City officials ask Bangor residents: How do you feel about your neighborhood?

Posted Sept. 30, 2013, at 5:37 p.m.

BANGOR, Maine — Attention Bangor residents, the city’s Quality of Life Committee wants to know how you feel about your neighborhood.

The committee, formed late last year, is tasked with pinpointing problems in Bangor and coming up with solutions to pass along to city officials. Now that the task force has been organized and divided into subcommittees, the group hopes to turn to residents to get a better idea of what challenges it should be tackling, according to City Councilor Pauline Civiello.

One subcommittee focused on housing issues crafted a draft version of a survey that asks Bangor residents a range of questions — from how long they’ve lived in their neighborhood to whether they think the neighborhood has become a better or worse place to live recently.

The meat of the survey asks residents to say whether they believe issues like abandoned properties, noise, substance abuse and speeding are problems in their part of town. It also asks them to reveal what they like most and least about living in their neighborhood and provide suggestions as to what might improve quality of life in the area.

“These surveys will help the Quality of Life Committee make recommendations and develop ideas … that are driven by data rather than anecdotes,” said Tanya Emery, interim director of community and economic development for the city.

The committee hasn’t decided when it will distribute the survey, and it might wait until early next year to avoid having the survey hit residents’ countertops in the midst of the approaching holiday season, according to Emery.
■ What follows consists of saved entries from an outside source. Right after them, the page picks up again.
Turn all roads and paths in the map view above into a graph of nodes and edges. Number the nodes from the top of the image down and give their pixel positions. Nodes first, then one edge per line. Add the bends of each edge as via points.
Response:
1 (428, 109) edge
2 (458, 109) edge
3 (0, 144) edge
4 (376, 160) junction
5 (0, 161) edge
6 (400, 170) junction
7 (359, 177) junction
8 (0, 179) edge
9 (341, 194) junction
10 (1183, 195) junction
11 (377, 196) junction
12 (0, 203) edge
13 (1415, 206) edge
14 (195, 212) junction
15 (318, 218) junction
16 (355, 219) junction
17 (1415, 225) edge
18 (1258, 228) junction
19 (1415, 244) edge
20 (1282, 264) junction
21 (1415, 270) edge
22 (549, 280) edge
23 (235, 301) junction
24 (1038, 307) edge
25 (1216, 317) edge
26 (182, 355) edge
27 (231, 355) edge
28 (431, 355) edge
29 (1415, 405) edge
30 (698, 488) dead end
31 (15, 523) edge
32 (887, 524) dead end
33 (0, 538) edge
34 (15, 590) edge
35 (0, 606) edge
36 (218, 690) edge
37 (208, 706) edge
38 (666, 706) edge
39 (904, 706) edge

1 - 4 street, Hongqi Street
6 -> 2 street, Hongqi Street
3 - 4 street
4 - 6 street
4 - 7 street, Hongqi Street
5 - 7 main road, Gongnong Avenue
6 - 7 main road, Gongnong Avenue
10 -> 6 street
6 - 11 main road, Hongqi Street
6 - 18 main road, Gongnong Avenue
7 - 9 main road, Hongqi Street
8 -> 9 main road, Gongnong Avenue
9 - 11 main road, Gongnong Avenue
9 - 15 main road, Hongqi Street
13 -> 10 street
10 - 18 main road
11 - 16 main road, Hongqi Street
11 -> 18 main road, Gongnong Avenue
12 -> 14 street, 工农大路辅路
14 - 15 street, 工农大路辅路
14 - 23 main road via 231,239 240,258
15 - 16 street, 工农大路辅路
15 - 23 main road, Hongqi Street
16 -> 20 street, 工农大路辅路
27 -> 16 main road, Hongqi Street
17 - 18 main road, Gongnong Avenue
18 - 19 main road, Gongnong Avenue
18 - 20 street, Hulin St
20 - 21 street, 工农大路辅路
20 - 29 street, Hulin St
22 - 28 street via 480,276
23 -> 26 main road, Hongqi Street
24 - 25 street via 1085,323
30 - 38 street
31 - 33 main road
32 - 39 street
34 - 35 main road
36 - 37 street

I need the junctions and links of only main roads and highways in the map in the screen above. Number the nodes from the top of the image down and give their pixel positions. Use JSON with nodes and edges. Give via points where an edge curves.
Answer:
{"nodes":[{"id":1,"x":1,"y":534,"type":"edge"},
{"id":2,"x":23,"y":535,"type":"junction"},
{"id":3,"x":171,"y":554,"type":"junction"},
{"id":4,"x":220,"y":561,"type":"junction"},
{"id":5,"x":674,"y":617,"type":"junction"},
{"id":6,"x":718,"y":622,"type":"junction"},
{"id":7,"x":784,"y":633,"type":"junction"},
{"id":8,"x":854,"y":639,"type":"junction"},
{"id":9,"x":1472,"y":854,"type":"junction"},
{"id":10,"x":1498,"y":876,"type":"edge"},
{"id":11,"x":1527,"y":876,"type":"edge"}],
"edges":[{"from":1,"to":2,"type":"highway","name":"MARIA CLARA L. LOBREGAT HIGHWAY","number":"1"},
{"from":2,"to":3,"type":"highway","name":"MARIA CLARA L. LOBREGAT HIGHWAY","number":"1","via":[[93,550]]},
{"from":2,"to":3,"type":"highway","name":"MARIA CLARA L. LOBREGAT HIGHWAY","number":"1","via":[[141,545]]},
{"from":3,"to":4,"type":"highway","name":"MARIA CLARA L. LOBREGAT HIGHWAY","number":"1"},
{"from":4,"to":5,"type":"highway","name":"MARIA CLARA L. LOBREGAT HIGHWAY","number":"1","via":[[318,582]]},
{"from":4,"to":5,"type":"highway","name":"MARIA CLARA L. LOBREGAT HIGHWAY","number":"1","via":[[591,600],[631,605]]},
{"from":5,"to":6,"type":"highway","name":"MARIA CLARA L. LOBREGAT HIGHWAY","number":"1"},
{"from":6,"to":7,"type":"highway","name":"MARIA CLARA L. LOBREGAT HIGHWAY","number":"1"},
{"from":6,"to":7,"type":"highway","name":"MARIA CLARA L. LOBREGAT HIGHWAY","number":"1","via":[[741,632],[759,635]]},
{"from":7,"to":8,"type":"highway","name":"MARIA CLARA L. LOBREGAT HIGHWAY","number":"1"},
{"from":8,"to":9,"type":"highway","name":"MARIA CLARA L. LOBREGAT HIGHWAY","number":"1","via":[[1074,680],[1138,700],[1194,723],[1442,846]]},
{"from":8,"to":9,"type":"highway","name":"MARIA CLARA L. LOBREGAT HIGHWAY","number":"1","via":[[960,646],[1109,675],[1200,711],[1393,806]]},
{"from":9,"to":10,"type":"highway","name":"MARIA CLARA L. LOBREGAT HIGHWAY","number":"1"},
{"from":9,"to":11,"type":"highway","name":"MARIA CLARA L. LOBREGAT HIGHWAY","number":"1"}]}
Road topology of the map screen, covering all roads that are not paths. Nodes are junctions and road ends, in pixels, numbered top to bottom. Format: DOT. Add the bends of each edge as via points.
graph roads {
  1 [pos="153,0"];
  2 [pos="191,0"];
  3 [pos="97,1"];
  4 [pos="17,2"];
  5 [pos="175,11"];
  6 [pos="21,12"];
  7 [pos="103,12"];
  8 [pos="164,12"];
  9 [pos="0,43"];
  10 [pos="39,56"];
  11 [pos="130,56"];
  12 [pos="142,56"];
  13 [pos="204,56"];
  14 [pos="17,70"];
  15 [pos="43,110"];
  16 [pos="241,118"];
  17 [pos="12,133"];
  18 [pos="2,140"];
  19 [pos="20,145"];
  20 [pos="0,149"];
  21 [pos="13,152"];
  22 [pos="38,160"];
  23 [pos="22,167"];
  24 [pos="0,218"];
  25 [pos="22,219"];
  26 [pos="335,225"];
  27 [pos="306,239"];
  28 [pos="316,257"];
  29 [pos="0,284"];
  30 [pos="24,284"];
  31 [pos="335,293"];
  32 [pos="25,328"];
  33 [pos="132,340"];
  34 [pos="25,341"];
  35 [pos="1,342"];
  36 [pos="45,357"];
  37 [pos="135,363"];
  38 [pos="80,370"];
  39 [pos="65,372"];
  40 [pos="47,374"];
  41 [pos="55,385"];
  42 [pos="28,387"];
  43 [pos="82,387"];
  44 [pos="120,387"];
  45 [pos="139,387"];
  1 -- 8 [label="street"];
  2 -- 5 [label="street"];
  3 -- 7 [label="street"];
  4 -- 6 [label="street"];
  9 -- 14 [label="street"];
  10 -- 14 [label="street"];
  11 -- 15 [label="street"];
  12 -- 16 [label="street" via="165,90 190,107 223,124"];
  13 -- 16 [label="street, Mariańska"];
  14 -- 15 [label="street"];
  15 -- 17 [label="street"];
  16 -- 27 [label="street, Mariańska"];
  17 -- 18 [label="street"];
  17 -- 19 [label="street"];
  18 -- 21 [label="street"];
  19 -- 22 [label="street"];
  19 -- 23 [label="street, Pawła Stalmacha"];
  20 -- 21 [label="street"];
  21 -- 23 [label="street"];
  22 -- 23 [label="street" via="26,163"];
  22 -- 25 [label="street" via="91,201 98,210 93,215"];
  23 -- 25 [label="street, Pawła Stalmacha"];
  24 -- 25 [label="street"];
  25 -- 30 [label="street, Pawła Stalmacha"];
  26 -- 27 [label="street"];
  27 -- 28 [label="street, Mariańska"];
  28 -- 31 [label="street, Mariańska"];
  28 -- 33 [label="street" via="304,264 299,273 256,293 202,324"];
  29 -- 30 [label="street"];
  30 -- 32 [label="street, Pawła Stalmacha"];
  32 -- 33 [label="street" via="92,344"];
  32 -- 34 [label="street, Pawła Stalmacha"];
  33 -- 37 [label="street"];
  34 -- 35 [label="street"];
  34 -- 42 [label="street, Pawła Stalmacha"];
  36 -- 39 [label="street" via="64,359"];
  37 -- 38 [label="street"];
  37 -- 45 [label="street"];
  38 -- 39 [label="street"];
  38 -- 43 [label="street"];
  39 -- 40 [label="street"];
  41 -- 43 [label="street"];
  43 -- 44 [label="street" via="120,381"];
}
Civiello said the surveys could potentially be sent out in October, depending on how much distribution might cost.

The subcommittee will present the draft to the core committee during a Thursday night meeting, where the committee will decide whether it needs more work and how and when to distribute it. The group isn’t sure when or how the survey will be sent out the the public, but one option might be to have it printed in The Weekly, Civiello said.